More welcome is the raft of additional features. Where the old base 77TSI made do with a basic audio system and cheap temperature controls, the new entry 90TSI gets a swish 5.8-inch touchscreen (with tablet-like responses) and chunky air-con dials.
The value equation is stronger than before at the base level, and the quality is a cut above. The sub $25k Comfortline gets a reversing camera, alloy wheels, climate control and parking sensors, thereby taking the value equation even further.
The Highlines – with a larger 103TSI petrol or the range’s sole diesel – add an easy to operate satellite navigation system that is less clunky than before (and, as a $950 option on the Comfortline, much cheaper) and glossy black cabin highlights, among other things.
But shelling out a few extra grand nets you genuine luxury car touches including adaptive cruise control, robotic parking, a panoramic sunroof and leather seats. You can get a petrol Highline with all of the above for less than $40,000. That may sound like a lot for a Golf, but in reality, it’s a mild-mannered luxury limousine in a hatchback body.
Why?
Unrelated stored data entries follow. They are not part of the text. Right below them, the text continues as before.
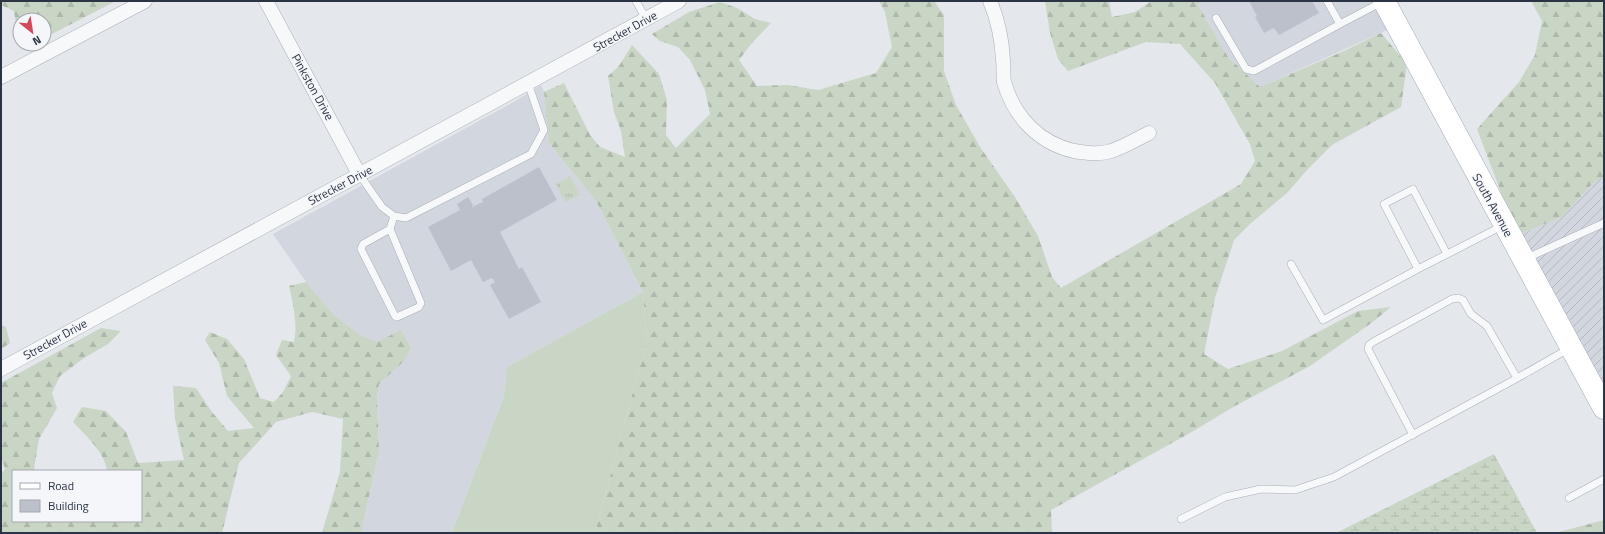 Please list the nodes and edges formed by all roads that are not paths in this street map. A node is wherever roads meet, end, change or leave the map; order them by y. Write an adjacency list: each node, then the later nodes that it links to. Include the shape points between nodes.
1 (145, 1): 11 (street)
2 (266, 1): 14 (street, Pinkston Drive)
3 (636, 1): 9 (lane)
4 (679, 1): 9 (street, Strecker Drive)
5 (990, 1): 13 (street, via 1001,36 1007,90 1019,114 1034,132 1067,149 1089,153 1111,151)
6 (1327, 1): 10 (lane)
7 (1384, 1): 10 (lane); 17 (main road, South Avenue)
8 (1216, 18): 10 (lane, via 1246,69 1254,71)
9 (646, 20): 12 (street, Strecker Drive)
10 (1340, 24)
11 (1, 77)
12 (528, 83): 14 (street, Strecker Drive); 15 (lane, via 544,130 531,154 406,218)
13 (1149, 133)
14 (359, 174): 15 (lane, via 382,207); 24 (street, Strecker Drive)
15 (394, 216): 18 (lane)
16 (1604, 223): 20 (lane)
17 (1504, 225): 19 (lane); 20 (main road, South Avenue)
18 (390, 229): 18 (lane, via 421,303 419,307 397,317 361,249 363,244)
19 (1447, 254): 22 (lane); 22 (lane, via 1413,189 1384,204)
20 (1523, 260): 23 (main road, South Avenue)
21 (1291, 264): 22 (lane, via 1323,320)
22 (1418, 269)
23 (1570, 348): 25 (lane); 26 (main road, South Avenue)
24 (1, 369)
25 (1517, 378): 27 (lane); 27 (lane, via 1486,326 1471,314 1463,300 1458,298 1373,342 1368,349)
26 (1604, 408)
27 (1413, 435): 30 (lane, via 1334,477 1295,490 1261,489 1225,497)
28 (1604, 479): 29 (lane)
29 (1569, 498)
30 (1181, 519)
Because in terms of refinement, this car not only beats small-segment rivals, but many prestige cars twice the price. Noise, vibration and harshness from the engine and tyres are kept at bay, and the ‘acoustic’ windscreen deflects the Lion’s share of wind intrusion.
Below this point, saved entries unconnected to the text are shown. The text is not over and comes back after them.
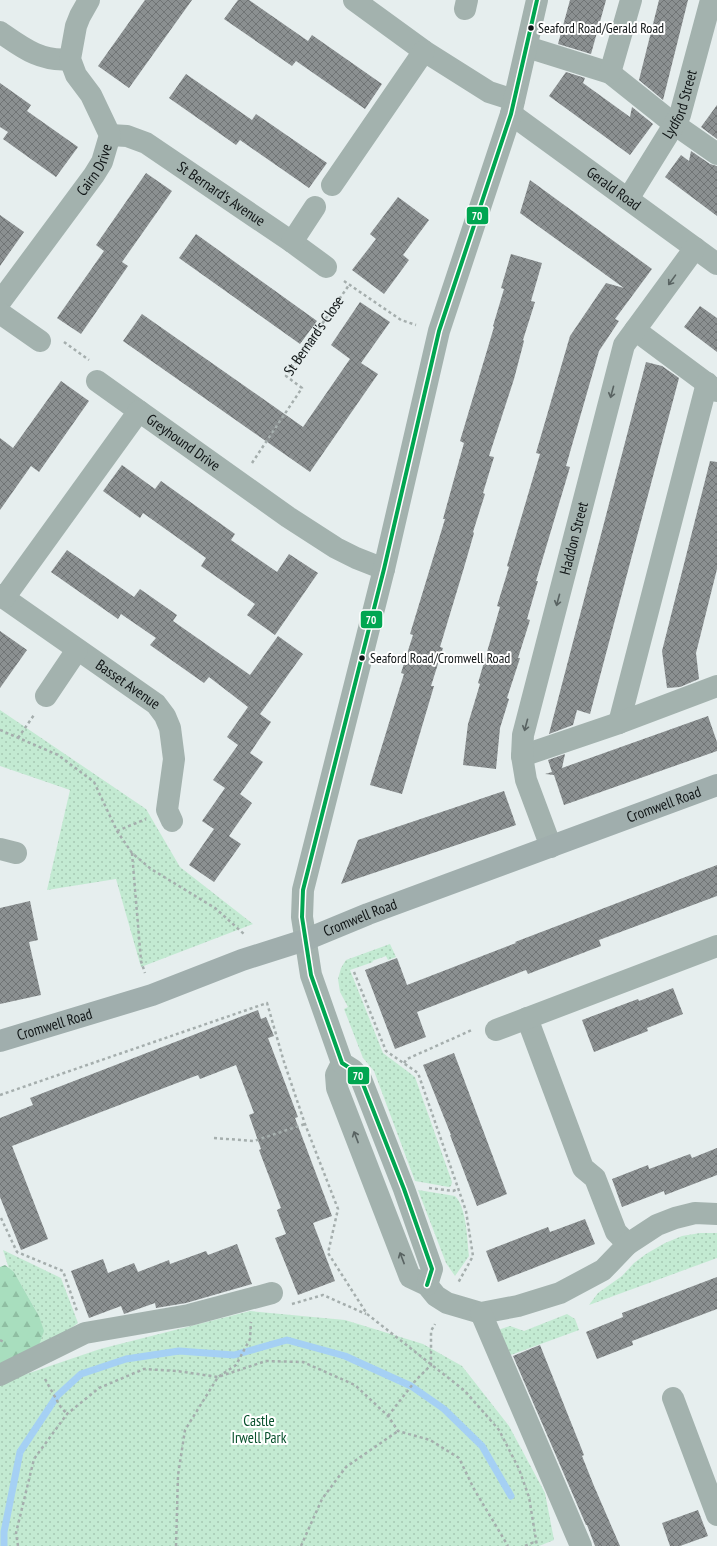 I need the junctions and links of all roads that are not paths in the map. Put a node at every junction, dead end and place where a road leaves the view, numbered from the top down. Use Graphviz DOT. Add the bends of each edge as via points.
graph roads {
  1 [pos="89,0"];
  2 [pos="354,0"];
  3 [pos="537,0"];
  4 [pos="631,0"];
  5 [pos="711,0"];
  6 [pos="0,32"];
  7 [pos="527,47"];
  8 [pos="424,51"];
  9 [pos="70,59"];
  10 [pos="610,73"];
  11 [pos="513,107"];
  12 [pos="674,124"];
  13 [pos="110,135"];
  14 [pos="717,154"];
  15 [pos="332,185"];
  16 [pos="628,199"];
  17 [pos="315,207"];
  18 [pos="292,242"];
  19 [pos="695,248"];
  20 [pos="717,264"];
  21 [pos="326,267"];
  22 [pos="0,302"];
  23 [pos="0,313"];
  24 [pos="635,330"];
  25 [pos="40,341"];
  26 [pos="97,381"];
  27 [pos="712,387"];
  28 [pos="139,410"];
  29 [pos="384,569"];
  30 [pos="2,596"];
  31 [pos="77,650"];
  32 [pos="717,686"];
  33 [pos="46,696"];
  34 [pos="619,723"];
  35 [pos="522,756"];
  36 [pos="717,784"];
  37 [pos="170,816"];
  38 [pos="551,847"];
  39 [pos="305,940"];
  40 [pos="717,946"];
  41 [pos="527,1018"];
  42 [pos="496,1030"];
  43 [pos="0,1041"];
  44 [pos="715,1214"];
  45 [pos="628,1244"];
  46 [pos="272,1293"];
  47 [pos="481,1313"];
  48 [pos="0,1375"];
  49 [pos="673,1398"];
  50 [pos="717,1515"];
  51 [pos="581,1546"];
  1 -- 9 [label="street" via="76,26"];
  2 -- 8 [label="street, Gerald Road"];
  3 -- 7 [label="street"];
  4 -- 10 [label="street"];
  5 -- 12 [label="street, Lydford Street" via="680,115"];
  6 -- 9 [label="street" via="40,57"];
  7 -- 10 [label="street"];
  7 -- 11 [label="street"];
  8 -- 11 [label="street, Gerald Road"];
  8 -- 15 [label="street"];
  9 -- 13 [label="street, Cairn Drive" via="76,75 90,95"];
  10 -- 12 [label="street"];
  11 -- 16 [label="street, Gerald Road"];
  11 -- 29 [label="street" via="439,331"];
  12 -- 14 [label="street"];
  12 -- 16 [label="street, Lydford Street"];
  13 -- 18 [label="street, St Bernard's Avenue" via="127,136 146,143"];
  13 -- 22 [label="street, Cairn Drive" via="102,162 94,176"];
  16 -- 19 [label="street, Gerald Road"];
  17 -- 18 [label="street"];
  18 -- 21 [label="street, St Bernard's Avenue"];
  19 -- 20 [label="street, Gerald Road"];
  19 -- 24 [label="street, Haddon Street, one-way"];
  23 -- 25 [label="street"];
  24 -- 27 [label="street"];
  24 -- 35 [label="street, Haddon Street, one-way" via="624,345 523,735"];
  26 -- 28 [label="street"];
  27 -- 34 [label="street"];
  28 -- 29 [label="street, Greyhound Drive" via="336,548"];
  28 -- 30 [label="street, Greyhound Drive"];
  29 -- 39 [label="street" via="304,890 302,917"];
  30 -- 31 [label="street, Basset Avenue"];
  31 -- 33 [label="street"];
  31 -- 37 [label="street, Basset Avenue" via="156,704 165,716 170,728 174,759"];
  32 -- 34 [label="street"];
  34 -- 35 [label="street"];
  35 -- 38 [label="street, Haddon Street" via="526,780"];
  36 -- 38 [label="highway, Cromwell Road"];
  38 -- 39 [label="highway, Cromwell Road" via="368,914"];
  39 -- 43 [label="highway, Cromwell Road" via="152,995"];
  39 -- 47 [label="street" via="311,975 342,1063 336,1075 337,1088 410,1277 427,1285 436,1296 447,1303"];
  40 -- 41 [label="street"];
  41 -- 42 [label="street"];
  41 -- 45 [label="street" via="583,1168 595,1178 616,1232"];
  44 -- 45 [label="street" via="695,1213 675,1218 657,1225"];
  45 -- 47 [label="street" via="603,1270 560,1293 518,1306"];
  46 -- 48 [label="street" via="189,1315 85,1333"];
  47 -- 51 [label="street"];
  49 -- 50 [label="street"];
}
The firm but forgiving ride makes the car feel assured and commendably stable even at high speeds – remember, it’s designed for European roads with far higher limits than ours. Volkswagen’s decision not to take the reportedly less-refined (but cheaper) torsion-beam option offered on low grades overseas appears to be a sharp one.
The company has dialled a little more lightness into the electric steering, but not so much that it loses its directness and sharpness from centre. The slimmer new three-spoke steering wheel is nicer in the hand to, although its myriad of buttons can be momentarily confusing.
Among those buttons – if optioned – is the adaptive cruise control, which can now bring the car all the way to stop if it’s a DSG or down to 30km/h if it’s a manual. We locked onto a slow-moving convoy, and found it responded more sharply than some comparable systems.
Our pick of the powertrains, at least after our brief first drive, is actually the base 90kW/200Nm 1.4 turbo used in the (appropriately named) 90TSI. The figures are middling on paper, but the torque band is fat and, thanks to the turbocharger, on tap from low in the rev range.
As a result, the car is a comfortable cruiser, and doesn’t need an excessive rev to eke the best out of it. The DSG dual-clutch auto still has the odd moment of indecisiveness on low-speed take-offs – especially ones with some urgency – but has fewer kinks than before.
The 103kW/250Nm 1.4 turbo is a sweet unit too, and far smoother with its DSG than the twin-charged 118TSI that preceded it. But then, it also lacks the urgency and punch of that engine off the line.
Naturally, the 110kW/320Nm diesel is a touch heavier in the nose (it’s the weightiest car in the new range, at 1326kg) and feels a little less agile than its petrol siblings. However, it also has the best rolling response of the trio thanks to its higher torque output.
Further negatives are hard to come by, although the over-eager ESC stability control system spoils the fun and does that wonderful chassis no justice by kicking in too early, and cutting too much engine power.
Stomp on the throttle out of a corner, and the car shudders and gasps and collects its metaphorical breath before getting away again. But then, that sort of driving is more the domain of the hot GTI – a new version of which will be here by the end of 2013.
In the end, our time behind the wheel was limited. Keep posted for our more detailed, full-length road tests coming soon. We’ll get our hands on a new Golf for seven days in the near future.
But on first impressions, it’s clear that no price-point rival can match the entry Golf’s combination of comfort, refinement and class.
Add to this the addition of more equipment for less money (or the same, depending on grade), and the inclusion Volkswagen’s new capped-price servicing plan that keeps annual services as low as $272 a pop, and the new Golf goes straight to the top of our list.